It had taken Carter until this third or fourth viewing to make out the words, and he still wasn’t certain of them.
“The sky gets inside you. It’s so big, there’s so much of it, it fills up everything. The wind and trees get into your head. They make you hear things, see things, think things. All of it hollows you out until there’s nothing left and then you aren’t there anymore. You’re gone.”
In eerie night-vision silver, that close to the lens, his eyes looked inhuman. Harper wasn’t talking to the camera anymore, Carter understood that. He was talking to himself, or no one at all. The camera struggled to focus again, losing Harper’s edges as he stepped closer to the tent’s doorway. Gaunt cheeks under a rough beard—the body of a man slowly starving himself to death for the camera. And Carter had put him there.
As if to underline the point, Harper lifted his shirt, showing the ladder of his ribs, the concave of his stomach. When he turned his back to the camera, the knobs of his spine pressed painfully outward against his skin. He held the pose a moment, dropped his shirt back over the scaffolding of his body, then ducked outside.
Carter stopped the playback. There was an additional eight hours of footage, the camera filming the open tent doorway, the fire burning to cold ash. Trees, just barely visible in the dark, tossing restlessly until the sun came up, washing the scene with color. He’d watched the whole thing countless times before, all the way through until the camera shut itself off, a mercy for the low-battery icon flashing in the upper corner of the screen.
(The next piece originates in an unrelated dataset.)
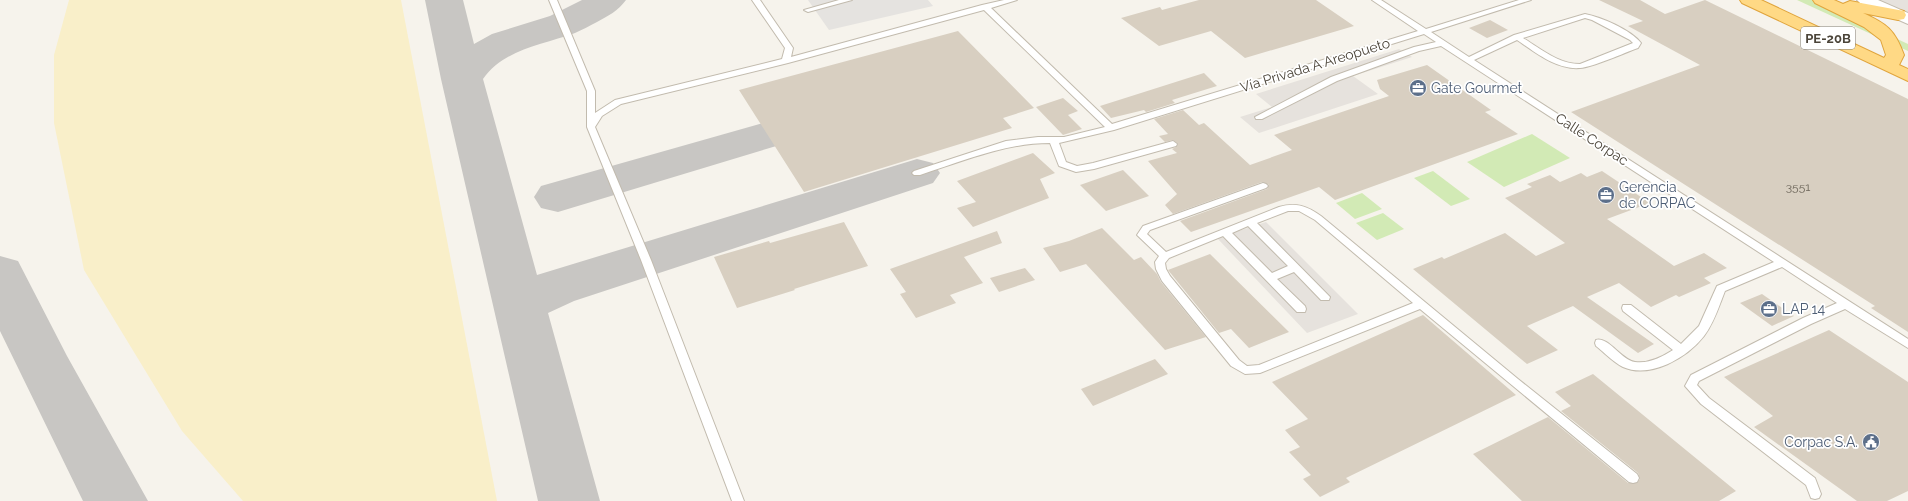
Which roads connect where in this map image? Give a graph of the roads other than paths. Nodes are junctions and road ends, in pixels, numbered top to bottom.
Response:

The only sound in those remaining eight hours that Carter could clearly define was the crackling of the tarp covering the tent fabric and the low hustle of the wind. He’d convinced himself on the seventh—or maybe it was the eighteenth—viewing that there were low words muttered just on the edge of hearing. Someone standing outside the tent, or farther off in the woods.
He’d made his production assistant and two of the sound guys listen, but no one had heard anything.
On the eighth—or the nineteenth—viewing, when he backed the recording up to listen again, the words vanished, unraveled into the snap of fabric in the hands of the wind.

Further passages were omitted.